G7 leaders used their June 17 statement from Evian-les-Bains, France, to put North Korea’s cryptocurrency thefts on the global security agenda, linking digital asset crime to the country’s nuclear and missile programs and broader Indo-Pacific stability.
Crypto crime moves into security policy
The statement focused mainly on geopolitical risks, including Ukraine, the Middle East and the Indo-Pacific. However, it also made a direct call for governments to jointly address North Korea’s cryptocurrency thefts and cybercrimes.
That language matters for the crypto market. It shows that major economies no longer view large crypto hacks only as exchange security failures. Instead, they see them as a funding channel for a sanctioned state that remains cut off from much of the global financial system.
North Korea’s thefts keep growing
Blockchain analytics firm Chainalysis estimated that North Korea-linked hackers stole at least $2 billion in crypto in 2025. The firm also said those thefts pushed the country’s known lifetime total to about $6.75 billion.
The Bybit hack remains the clearest example of the scale of the threat. The FBI attributed the February 2025 theft of roughly $1.5 billion in virtual assets from the exchange to North Korean actors it tracks as TraderTraitor, also commonly linked to Lazarus Group.

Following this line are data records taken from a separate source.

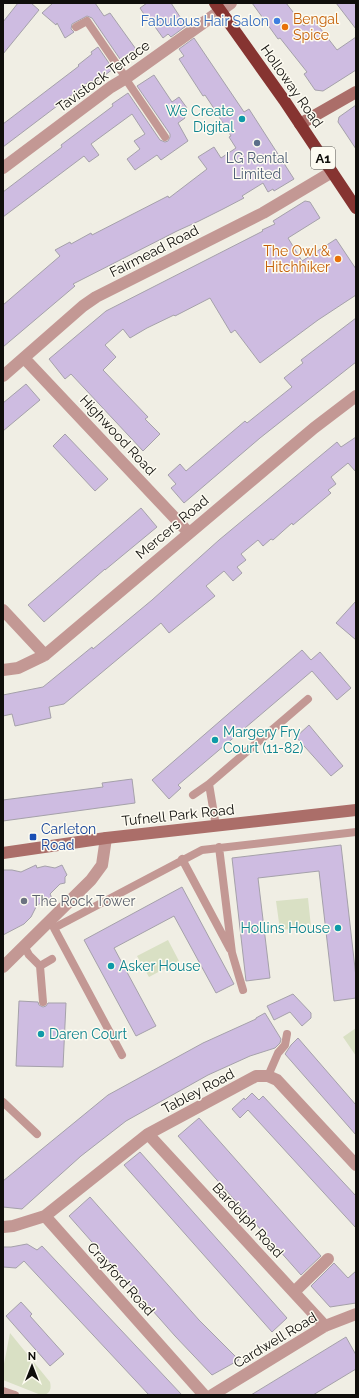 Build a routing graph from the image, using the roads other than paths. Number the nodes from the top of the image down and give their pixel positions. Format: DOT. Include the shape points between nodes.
graph roads {
  1 [pos="231,3"];
  2 [pos="218,7"];
  3 [pos="76,27"];
  4 [pos="125,78"];
  5 [pos="356,92"];
  6 [pos="300,124"];
  7 [pos="165,137"];
  8 [pos="3,168"];
  9 [pos="332,172"];
  10 [pos="356,208"];
  11 [pos="24,358"];
  12 [pos="3,376"];
  13 [pos="356,396"];
  14 [pos="190,533"];
  15 [pos="3,610"];
  16 [pos="45,655"];
  17 [pos="3,670"];
  18 [pos="308,698"];
  19 [pos="209,784"];
  20 [pos="193,795"];
  21 [pos="356,810"];
  22 [pos="216,826"];
  23 [pos="356,832"];
  24 [pos="106,838"];
  25 [pos="219,847"];
  26 [pos="3,853"];
  27 [pos="182,859"];
  28 [pos="24,946"];
  29 [pos="232,953"];
  30 [pos="52,959"];
  31 [pos="40,966"];
  32 [pos="3,967"];
  33 [pos="243,990"];
  34 [pos="43,1002"];
  35 [pos="287,1034"];
  36 [pos="122,1055"];
  37 [pos="268,1076"];
  38 [pos="3,1102"];
  39 [pos="37,1134"];
  40 [pos="148,1134"];
  41 [pos="356,1165"];
  42 [pos="45,1216"];
  43 [pos="8,1226"];
  44 [pos="328,1259"];
  45 [pos="294,1292"];
  46 [pos="356,1314"];
  47 [pos="325,1326"];
  48 [pos="3,1391"];
  49 [pos="15,1395"];
  50 [pos="204,1395"];
  51 [pos="212,1395"];
  1 -- 2 [label="street, Tavistock Terrace"];
  2 -- 4 [label="street, Tavistock Terrace"];
  2 -- 6 [label="highway, Holloway Road / A1"];
  3 -- 4 [label="lane" via="86,20"];
  4 -- 7 [label="lane"];
  4 -- 8 [label="street, Tavistock Terrace"];
  5 -- 6 [label="street"];
  6 -- 9 [label="highway, Holloway Road / A1"];
  9 -- 10 [label="highway, Holloway Road / A1"];
  9 -- 11 [label="street, Fairmead Road" via="263,213 96,297"];
  11 -- 12 [label="street, Fairmead Road"];
  11 -- 14 [label="street, Highwood Road"];
  13 -- 14 [label="street, Mercers Road" via="308,433"];
  14 -- 16 [label="street, Mercers Road"];
  15 -- 16 [label="street"];
  16 -- 17 [label="street, Mercers Road" via="18,668"];
  18 -- 19 [label="lane"];
  19 -- 20 [label="lane"];
  19 -- 22 [label="lane"];
  21 -- 22 [label="street, Tufnell Park Road"];
  22 -- 24 [label="street, Tufnell Park Road"];
  23 -- 25 [label="lane"];
  24 -- 26 [label="street, Tufnell Park Road"];
  24 -- 28 [label="street" via="102,865 91,880"];
  25 -- 27 [label="lane" via="202,850"];
  25 -- 29 [label="lane"];
  27 -- 29 [label="lane"];
  27 -- 36 [label="lane" via="54,928"];
  28 -- 31 [label="lane"];
  28 -- 32 [label="street"];
  29 -- 33 [label="lane"];
  30 -- 31 [label="lane"];
  31 -- 34 [label="lane"];
  35 -- 37 [label="lane" via="285,1045 278,1053"];
  37 -- 40 [label="street, Tabley Road" via="256,1076"];
  37 -- 41 [label="street" via="277,1080"];
  38 -- 39 [label="lane"];
  40 -- 42 [label="street, Tabley Road"];
  40 -- 45 [label="street, Bardolph Road"];
  42 -- 43 [label="street"];
  42 -- 50 [label="street, Crayford Road"];
  44 -- 45 [label="street"];
  45 -- 47 [label="street, Bardolph Road"];
  46 -- 47 [label="street, Cardwell Road"];
  47 -- 51 [label="street, Cardwell Road"];
  48 -- 49 [label="lane"];
}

Investigators say these groups often use social engineering, fake job activity, malware and cross-chain transfers to hide stolen funds. Therefore, the challenge reaches beyond one exchange or one blockchain network.
Pressure builds on exchanges and regulators
The G7 statement adds pressure on crypto exchanges, custodians and wallet providers to improve screening, threat intelligence and incident response. It may also support tighter enforcement against mixers, shell companies and service providers that help stolen funds move.
For the digital asset industry, the message is clear. Security failures now carry geopolitical consequences. As governments coordinate more closely, crypto firms will face growing demands to detect suspicious flows faster, freeze funds earlier and share data before stolen assets disappear.